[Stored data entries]
+ + + + + + +

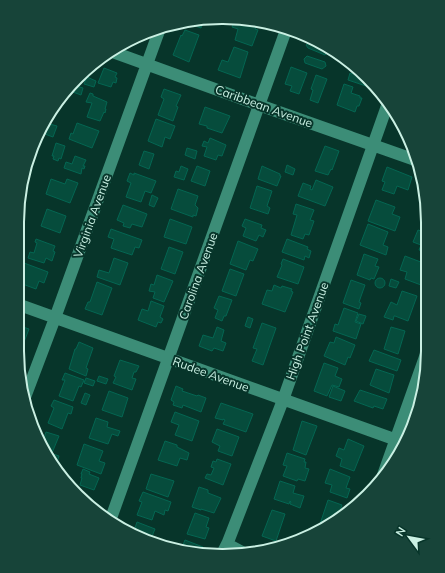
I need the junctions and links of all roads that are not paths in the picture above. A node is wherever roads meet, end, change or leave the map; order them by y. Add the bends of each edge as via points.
1 (284, 34) edge
2 (157, 36) edge
3 (118, 54) edge
4 (147, 64) junction
5 (259, 105) junction
6 (386, 109) edge
7 (374, 145) junction
8 (410, 158) edge
9 (24, 307) edge
10 (55, 318) junction
11 (169, 359) junction
12 (418, 380) edge
13 (28, 389) edge
14 (283, 400) junction
15 (402, 436) edge
16 (399, 442) edge
17 (112, 516) edge
18 (228, 542) junction
19 (224, 549) edge
20 (237, 549) edge

1 - 5 street, Carolina Avenue
2 - 4 street, Virginia Avenue
3 - 4 street, Caribbean Avenue
4 - 5 street, Caribbean Avenue
4 - 10 street, Virginia Avenue
5 - 7 street, Caribbean Avenue
5 - 11 street, Carolina Avenue
6 - 7 street, High Point Avenue
7 - 8 street, Caribbean Avenue
7 - 14 street, High Point Avenue
9 - 10 street, Rudee Avenue
10 - 11 street, Rudee Avenue
10 - 13 street, Virginia Avenue
11 - 14 street, Rudee Avenue
11 - 17 street, Carolina Avenue
12 - 15 street
14 - 16 street, Rudee Avenue
14 - 18 street, High Point Avenue
18 - 19 street, High Point Avenue
18 - 20 street

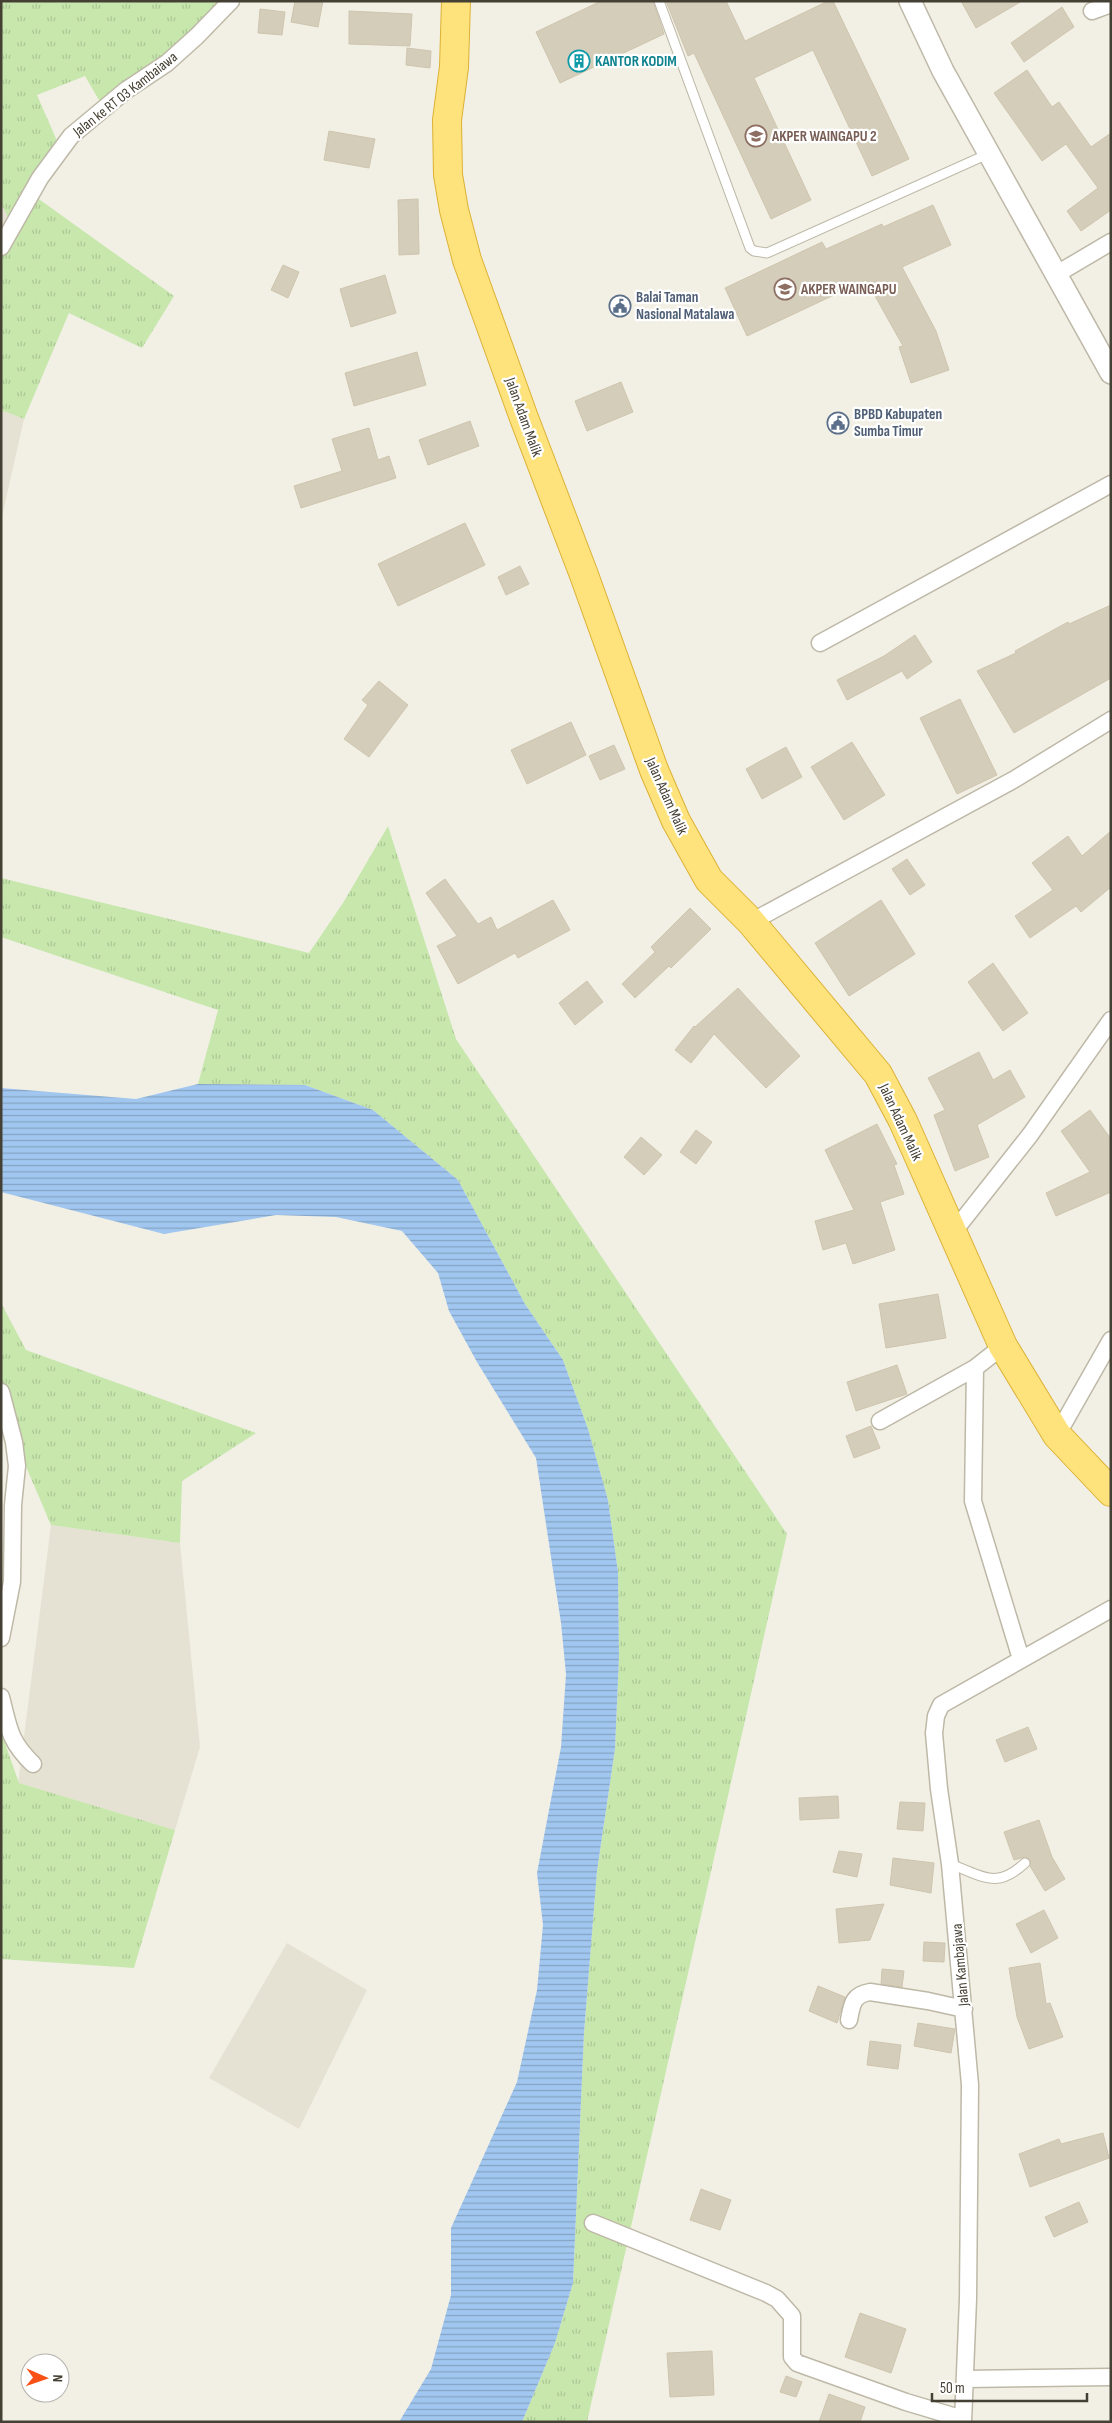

+ + + + + + +

Task prompt. Only the pictures stay out; the rest of the entries above must be written out exactly.

Written response.
I need the junctions and links of all roads that are not paths in the picture above. A node is wherever roads meet, end, change or leave the map; order them by y. Add the bends of each edge as via points.
1 (284, 34) edge
2 (157, 36) edge
3 (118, 54) edge
4 (147, 64) junction
5 (259, 105) junction
6 (386, 109) edge
7 (374, 145) junction
8 (410, 158) edge
9 (24, 307) edge
10 (55, 318) junction
11 (169, 359) junction
12 (418, 380) edge
13 (28, 389) edge
14 (283, 400) junction
15 (402, 436) edge
16 (399, 442) edge
17 (112, 516) edge
18 (228, 542) junction
19 (224, 549) edge
20 (237, 549) edge

1 - 5 street, Carolina Avenue
2 - 4 street, Virginia Avenue
3 - 4 street, Caribbean Avenue
4 - 5 street, Caribbean Avenue
4 - 10 street, Virginia Avenue
5 - 7 street, Caribbean Avenue
5 - 11 street, Carolina Avenue
6 - 7 street, High Point Avenue
7 - 8 street, Caribbean Avenue
7 - 14 street, High Point Avenue
9 - 10 street, Rudee Avenue
10 - 11 street, Rudee Avenue
10 - 13 street, Virginia Avenue
11 - 14 street, Rudee Avenue
11 - 17 street, Carolina Avenue
12 - 15 street
14 - 16 street, Rudee Avenue
14 - 18 street, High Point Avenue
18 - 19 street, High Point Avenue
18 - 20 street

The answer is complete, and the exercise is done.